Congé menstruel : un débat complexe entre avancée sociale et risque de discrimination

Sujet émergent dans le débat public français, le congé menstruel divise autant qu’il interroge. Déjà en vigueur dans plusieurs pays comme le Japon, l’Indonésie ou l’Espagne, ce dispositif permettant aux femmes souffrant de règles douloureuses de s’absenter du travail quelques jours par mois peine encore à s’imposer en France. Si un sondage Ifop révélait en 2021 que 68% des Françaises y étaient favorables, les initiatives restent pour l’heure isolées et peinent à être reprises dans la loi, comme l’a montré le rejet par le Sénat en février 2024 d’une proposition visant à instaurer un « arrêt menstruel » d’un à deux jours par mois.

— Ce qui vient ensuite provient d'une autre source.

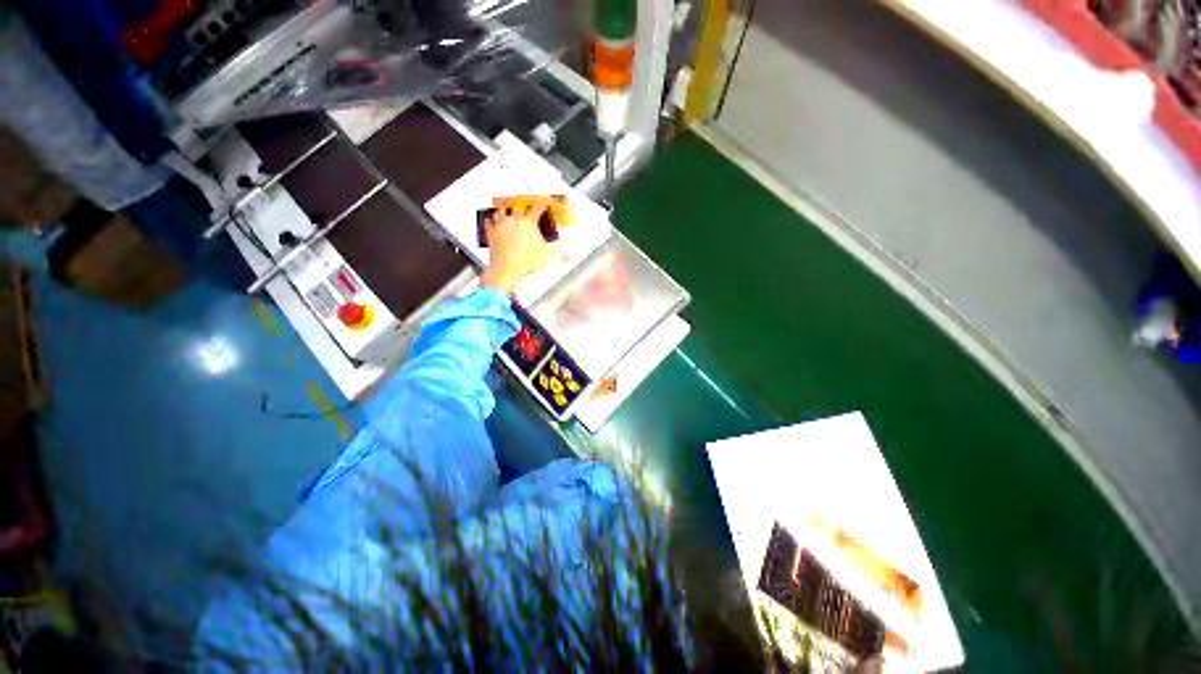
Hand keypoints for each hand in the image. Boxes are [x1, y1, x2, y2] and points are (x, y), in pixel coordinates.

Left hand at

Plusieurs entreprises et collectivités locales ont néanmoins décidé de sauter le pas ces derniers mois. C’est le cas de la coopérative montpelliéraine La Collective, qui revendique être la première entreprise française à avoir accordé un jour de congé menstruel par mois à ses salariées, ou encore du département de Seine-Saint-Denis. Certaines universités comme Bordeaux ou Angers ont également mis en place un « congé » menstruel pour leurs étudiantes, sur simple demande et sans justificatif médical. Des initiatives encore marginales mais qui témoignent d’une préoccupation croissante pour ce sujet de santé et de bien-être au travail longtemps resté tabou.

Car c’est bien la difficulté à aborder frontalement la question des menstruations qui explique en partie les réticences. Dans une société où les règles restent un sujet honteux, voire dégoûtant, évoquer un congé spécifique est loin d’aller de soi. Beaucoup de femmes redoutent ainsi d’être stigmatisées si elles demandaient à en bénéficier, préférant souffrir en silence plutôt que de passer pour des « assistées ». Le faible recours observé dans des pays comme l’Indonésie, où seules 30% des salariées utilisent leur droit au congé menstruel, en dit long sur le poids des tabous.

Mais au-delà des freins culturels, c’est aussi la crainte de possibles effets pervers qui alimente le débat. Nombre de féministes redoutent qu’un congé menstruel n’aggrave les discriminations à l’embauche envers les femmes, déjà pénalisées par la maternité. Présenter les femmes comme des travailleuses « à risque » car susceptibles de s’absenter régulièrement raviverait les vieux clichés sexistes les dépeignant comme fragiles et peu fiables. Un écueil pointé tant par les associations féministes que par certaines femmes politiques de gauche, qui craignent que cette mesure en apparence progressiste ne desserve in fine la cause de l’égalité.

Pour ses partisans en revanche, le congé menstruel est au contraire un levier d’égalité en ce qu’il permet une meilleure prise en compte d’une réalité physiologique impactant la santé d’une partie de la population. Loin d’être un caprice ou une lubie, les douleurs menstruelles sont une vraie souffrance pour de nombreuses femmes, conduisant parfois à des arrêts maladie faute de dispositif adapté. Proposer un congé spécifique serait une façon de reconnaître cette situation sans l’invisibiliser ni la stigmatiser, en permettant aux femmes concernées d’aménager ponctuellement leur travail sans culpabilité ni perte de salaire.

Reste à trouver le bon équilibre entre ces deux écueils – stigmatisation d’un côté, banalisation de l’autre. Pour la journaliste et autrice Élise Thiébaut, une mesure inspirée d’un dispositif en vigueur dans les douanes françaises pendant la Première Guerre mondiale pourrait être une piste intéressante : donner à tous les salariés, hommes et femmes, la possibilité de prendre un jour de congé par mois pour raison de santé, quelle qu’elle soit. De quoi éviter de singulariser les femmes tout en répondant à un besoin réel.

De son côté, la gynécologue Brigitte Letombe insiste sur la nécessité d’un accompagnement médical en parallèle, rappelant qu’avoir mal pendant ses règles n’est pas une fatalité et peut cacher des pathologies comme l’endométriose. Plutôt que d’inciter systématiquement les femmes à rester chez elles, il faut les encourager à consulter pour identifier l’origine de ces douleurs invalidantes et les traiter de manière adaptée.

Le débat est donc loin d’être tranché, et les initiatives récentes en faveur du congé menstruel ne font sans doute qu’ouvrir un nouveau chapitre de la réflexion sur l’égalité au travail. L’enjeu est désormais de penser un dispositif qui offrirait une vraie solution aux femmes souffrant de règles douloureuses, sans pour autant les renvoyer à une supposée « nature » handicapante. Un défi complexe mais nécessaire pour construire une société du travail plus juste et inclusive.